Idempotency

The SurfacedBy API supports idempotency keys on write endpoints so you can retry safely after a network error without creating duplicate resources.

Header

Send a unique key in the Idempotency-Key header on every write request:

curl -X POST https://api.surfacedby.com/api/v1/ext/domains \
  -H "X-API-Key: sk_live_..." \
  -H "Idempotency-Key: 9f8e2b1a-0c4d-4a7e-8b3f-5d1e2a3c6d7f" \
  -H "Content-Type: application/json" \
  -d '{"domain": "yourbrand.com"}'

Generate a fresh UUID (or any unique token up to 255 characters) per logical operation. Reusing the same key for a different operation produces an error.

Scope

Idempotency keys are scoped to the API key that sent them. Two different API keys can use the same idempotency key without conflict. A single API key that sends the same idempotency key twice will replay the first response.

Replay window

Keys are retained for 24 hours. Sending the same key again within the window returns the stored response exactly as it was returned the first time, including the original status code, headers, and body. After the window expires, the key can be used again for a new operation.

In-progress collision

If a retry arrives while the original request is still in flight, the API returns a 409 response indicating the key is currently in use.
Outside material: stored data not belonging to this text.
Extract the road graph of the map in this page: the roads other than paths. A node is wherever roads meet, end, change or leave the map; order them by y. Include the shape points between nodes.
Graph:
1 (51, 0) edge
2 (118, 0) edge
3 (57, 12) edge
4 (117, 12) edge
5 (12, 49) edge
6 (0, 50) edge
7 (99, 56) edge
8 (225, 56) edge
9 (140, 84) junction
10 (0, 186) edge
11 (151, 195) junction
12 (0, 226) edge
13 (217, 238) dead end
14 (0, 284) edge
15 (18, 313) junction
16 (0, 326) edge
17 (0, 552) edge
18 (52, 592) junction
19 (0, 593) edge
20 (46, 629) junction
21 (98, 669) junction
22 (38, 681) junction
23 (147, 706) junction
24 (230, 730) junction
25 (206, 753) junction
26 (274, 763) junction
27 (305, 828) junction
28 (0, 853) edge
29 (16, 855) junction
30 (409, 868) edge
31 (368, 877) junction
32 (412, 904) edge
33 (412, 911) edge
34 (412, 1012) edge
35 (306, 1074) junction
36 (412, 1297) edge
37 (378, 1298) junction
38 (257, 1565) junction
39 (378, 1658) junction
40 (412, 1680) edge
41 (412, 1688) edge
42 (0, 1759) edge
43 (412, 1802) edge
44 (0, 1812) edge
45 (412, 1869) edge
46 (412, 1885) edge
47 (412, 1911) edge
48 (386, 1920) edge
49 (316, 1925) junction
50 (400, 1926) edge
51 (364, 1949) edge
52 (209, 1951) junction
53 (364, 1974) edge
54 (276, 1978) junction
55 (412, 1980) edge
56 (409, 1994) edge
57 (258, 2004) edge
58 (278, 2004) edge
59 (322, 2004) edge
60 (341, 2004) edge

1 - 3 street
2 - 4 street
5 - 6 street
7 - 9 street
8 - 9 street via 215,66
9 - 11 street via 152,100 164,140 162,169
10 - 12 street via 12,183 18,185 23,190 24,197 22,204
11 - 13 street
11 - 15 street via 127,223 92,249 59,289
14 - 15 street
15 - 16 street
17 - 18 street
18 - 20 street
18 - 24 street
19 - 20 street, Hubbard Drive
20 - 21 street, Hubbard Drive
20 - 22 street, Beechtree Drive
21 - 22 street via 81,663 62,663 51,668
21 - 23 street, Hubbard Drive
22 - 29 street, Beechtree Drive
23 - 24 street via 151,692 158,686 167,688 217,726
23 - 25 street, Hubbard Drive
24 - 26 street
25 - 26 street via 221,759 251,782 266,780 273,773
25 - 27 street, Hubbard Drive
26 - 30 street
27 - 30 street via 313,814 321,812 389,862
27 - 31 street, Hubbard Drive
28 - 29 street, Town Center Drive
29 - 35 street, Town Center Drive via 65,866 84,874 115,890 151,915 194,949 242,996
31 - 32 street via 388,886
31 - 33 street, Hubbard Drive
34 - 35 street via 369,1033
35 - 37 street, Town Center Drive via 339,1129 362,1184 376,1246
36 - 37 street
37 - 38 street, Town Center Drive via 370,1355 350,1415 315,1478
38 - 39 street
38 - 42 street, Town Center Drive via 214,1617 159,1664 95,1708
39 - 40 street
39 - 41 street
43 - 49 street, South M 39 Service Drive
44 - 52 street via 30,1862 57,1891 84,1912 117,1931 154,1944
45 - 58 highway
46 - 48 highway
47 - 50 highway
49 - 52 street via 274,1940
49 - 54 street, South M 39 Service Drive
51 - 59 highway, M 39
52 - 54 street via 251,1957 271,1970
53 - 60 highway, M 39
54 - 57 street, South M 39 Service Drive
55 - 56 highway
Wait for the original request to complete (or time out) and retry then.

When to use it

Use idempotency keys on every mutating request: POST, PUT, PATCH, DELETE. Even on endpoints that look safe to retry without one, the key protects you from edge cases where a 5xx or network failure makes it impossible to tell whether the server processed the request.

On read endpoints (GET) idempotency keys are unnecessary and are ignored.

Errors

• 409 conflict - the key is currently in use by an in-flight request.
• 422 validation_error - the key was previously used with a different request body. Pick a fresh key.

See Errors for the full error catalogue.